Sounds as though she's taken it the wrong way OP but you're absolutely right, parents should check. Last year my aunt had not been checking her 13yo sons as he's 'model child' however my younger sister noticed some cryptic odd messages on his public Instagram story and comments on pictures, she checked his phone and was horrified to see he'd been sending nudes to girls... I say girls, who the hell knows who they were!!! Cue long talks about internet safety and she now has all his passwords and access to his social media apps on her iPad too. You just can't be too careful. It would be lovely to think that the world is full of nice people but unfortunately on the internet you just don't know who you're talking to. Better safe than sorry Sad

hopelesssuitcase · 18/11/2019 19:20

In what way is a tablet really any different to a phone? It's not as if young people actually make phone calls any more. His dad and I are the only people ds has ever called on his!

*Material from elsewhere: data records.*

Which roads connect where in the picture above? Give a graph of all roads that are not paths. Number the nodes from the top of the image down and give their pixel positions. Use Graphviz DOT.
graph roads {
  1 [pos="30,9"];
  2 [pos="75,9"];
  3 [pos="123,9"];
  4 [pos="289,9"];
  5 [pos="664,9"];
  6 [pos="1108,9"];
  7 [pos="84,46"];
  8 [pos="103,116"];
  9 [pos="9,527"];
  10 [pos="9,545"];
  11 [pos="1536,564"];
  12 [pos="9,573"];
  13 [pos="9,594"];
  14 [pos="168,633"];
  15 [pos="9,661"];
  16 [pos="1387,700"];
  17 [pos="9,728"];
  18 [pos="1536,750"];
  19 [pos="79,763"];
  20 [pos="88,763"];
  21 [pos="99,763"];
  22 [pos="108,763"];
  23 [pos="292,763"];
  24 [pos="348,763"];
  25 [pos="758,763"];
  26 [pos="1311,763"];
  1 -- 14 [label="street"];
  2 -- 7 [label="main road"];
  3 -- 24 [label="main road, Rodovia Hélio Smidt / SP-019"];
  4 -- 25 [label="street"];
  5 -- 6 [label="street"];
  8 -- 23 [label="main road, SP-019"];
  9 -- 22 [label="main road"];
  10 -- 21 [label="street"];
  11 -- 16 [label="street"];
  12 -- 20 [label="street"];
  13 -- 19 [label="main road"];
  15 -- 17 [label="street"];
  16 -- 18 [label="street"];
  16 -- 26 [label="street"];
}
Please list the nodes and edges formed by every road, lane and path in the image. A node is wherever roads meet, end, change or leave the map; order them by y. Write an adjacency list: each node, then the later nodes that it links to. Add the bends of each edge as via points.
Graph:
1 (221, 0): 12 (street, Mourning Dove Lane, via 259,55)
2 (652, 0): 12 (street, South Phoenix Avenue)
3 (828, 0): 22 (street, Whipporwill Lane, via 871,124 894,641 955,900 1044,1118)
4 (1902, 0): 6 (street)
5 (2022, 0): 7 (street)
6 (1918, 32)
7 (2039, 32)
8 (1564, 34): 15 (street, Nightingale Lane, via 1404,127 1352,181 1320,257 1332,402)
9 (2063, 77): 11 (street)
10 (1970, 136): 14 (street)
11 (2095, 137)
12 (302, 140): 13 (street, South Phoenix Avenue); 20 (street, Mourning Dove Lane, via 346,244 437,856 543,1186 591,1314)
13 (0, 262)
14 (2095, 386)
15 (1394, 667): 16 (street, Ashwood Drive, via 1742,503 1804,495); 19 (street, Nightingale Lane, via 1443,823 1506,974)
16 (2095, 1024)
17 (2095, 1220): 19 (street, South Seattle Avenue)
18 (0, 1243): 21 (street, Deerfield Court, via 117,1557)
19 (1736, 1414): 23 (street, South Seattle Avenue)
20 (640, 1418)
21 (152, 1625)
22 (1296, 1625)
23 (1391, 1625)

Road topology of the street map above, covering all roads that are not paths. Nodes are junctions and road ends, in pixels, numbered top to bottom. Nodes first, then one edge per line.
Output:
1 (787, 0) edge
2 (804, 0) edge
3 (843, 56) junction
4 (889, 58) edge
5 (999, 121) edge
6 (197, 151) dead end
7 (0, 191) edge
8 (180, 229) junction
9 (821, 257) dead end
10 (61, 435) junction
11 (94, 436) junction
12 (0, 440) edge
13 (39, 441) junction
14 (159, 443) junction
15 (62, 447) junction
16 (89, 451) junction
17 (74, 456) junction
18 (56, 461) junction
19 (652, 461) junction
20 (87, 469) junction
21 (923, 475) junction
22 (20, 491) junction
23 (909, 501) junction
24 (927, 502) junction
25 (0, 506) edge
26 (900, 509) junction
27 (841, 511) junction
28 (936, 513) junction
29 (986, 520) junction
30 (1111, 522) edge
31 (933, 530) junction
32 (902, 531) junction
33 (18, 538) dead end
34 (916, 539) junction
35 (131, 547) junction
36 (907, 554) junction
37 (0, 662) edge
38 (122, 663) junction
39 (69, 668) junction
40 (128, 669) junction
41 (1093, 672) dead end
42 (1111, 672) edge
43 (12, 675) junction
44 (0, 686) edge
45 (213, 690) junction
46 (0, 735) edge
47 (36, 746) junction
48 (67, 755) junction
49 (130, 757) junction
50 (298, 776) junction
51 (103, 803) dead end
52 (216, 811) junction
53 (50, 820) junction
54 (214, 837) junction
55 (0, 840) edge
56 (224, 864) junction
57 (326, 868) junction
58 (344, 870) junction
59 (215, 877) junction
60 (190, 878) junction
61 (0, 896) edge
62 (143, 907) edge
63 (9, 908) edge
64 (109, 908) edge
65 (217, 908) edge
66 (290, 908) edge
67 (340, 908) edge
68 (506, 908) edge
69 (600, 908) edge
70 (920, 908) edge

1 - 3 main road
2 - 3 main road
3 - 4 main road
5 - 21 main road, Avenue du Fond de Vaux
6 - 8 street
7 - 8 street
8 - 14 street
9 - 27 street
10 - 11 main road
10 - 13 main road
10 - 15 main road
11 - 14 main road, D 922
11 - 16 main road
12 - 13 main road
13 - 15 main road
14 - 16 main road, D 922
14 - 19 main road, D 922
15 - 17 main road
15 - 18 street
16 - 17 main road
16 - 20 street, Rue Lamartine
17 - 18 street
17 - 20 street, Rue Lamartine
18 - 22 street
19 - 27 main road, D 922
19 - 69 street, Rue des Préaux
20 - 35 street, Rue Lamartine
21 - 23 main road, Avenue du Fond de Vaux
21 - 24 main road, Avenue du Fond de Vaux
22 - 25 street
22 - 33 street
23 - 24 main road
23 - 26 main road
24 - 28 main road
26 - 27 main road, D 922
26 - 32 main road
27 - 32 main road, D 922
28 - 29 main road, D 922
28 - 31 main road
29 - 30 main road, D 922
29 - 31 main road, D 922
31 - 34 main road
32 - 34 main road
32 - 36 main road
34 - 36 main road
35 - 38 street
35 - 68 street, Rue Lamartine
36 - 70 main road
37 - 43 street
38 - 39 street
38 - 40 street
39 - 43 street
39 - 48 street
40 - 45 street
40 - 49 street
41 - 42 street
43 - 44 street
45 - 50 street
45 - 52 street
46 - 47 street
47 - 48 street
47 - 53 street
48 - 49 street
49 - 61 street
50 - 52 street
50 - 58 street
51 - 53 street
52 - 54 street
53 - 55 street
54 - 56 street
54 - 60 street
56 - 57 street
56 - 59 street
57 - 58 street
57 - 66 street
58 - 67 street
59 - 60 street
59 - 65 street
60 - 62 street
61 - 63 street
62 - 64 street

Rubyroost · 18/11/2019 19:50

@reluctantbrit theres lots of schools round here that don't insist tablets etc are used in lessons. And tablets/computers are very different to phones. You don't carry them around in your pocket 24/7 for a start

Ribbityrib · 18/11/2019 20:25

Its all hyperbole though isnt it..dd doesnt carry her phone 24/7, after school and weekends it rarely leaves the kitchen. Its like there is no possible middle ground between kids being glued to their phones 24 hours a day desperately trying to download unsuitable material and contact nefarious persons unknown, or having totally big brother supervision - or indeed no phone at all. In reality theres all sorts of solutions, depending on the child and their level of interest. As i said, i wish i could be as restrained in my phone use as dd. Not every child that owns a phone is obsessed with it.

InACheeseAndPickle · 18/11/2019 20:39

Massive hyperbole you can give an 11 year old a phone and set limits so they're not on it 24-7. A child in this day and age in secondary school with no phone will be massively socially disadvantaged.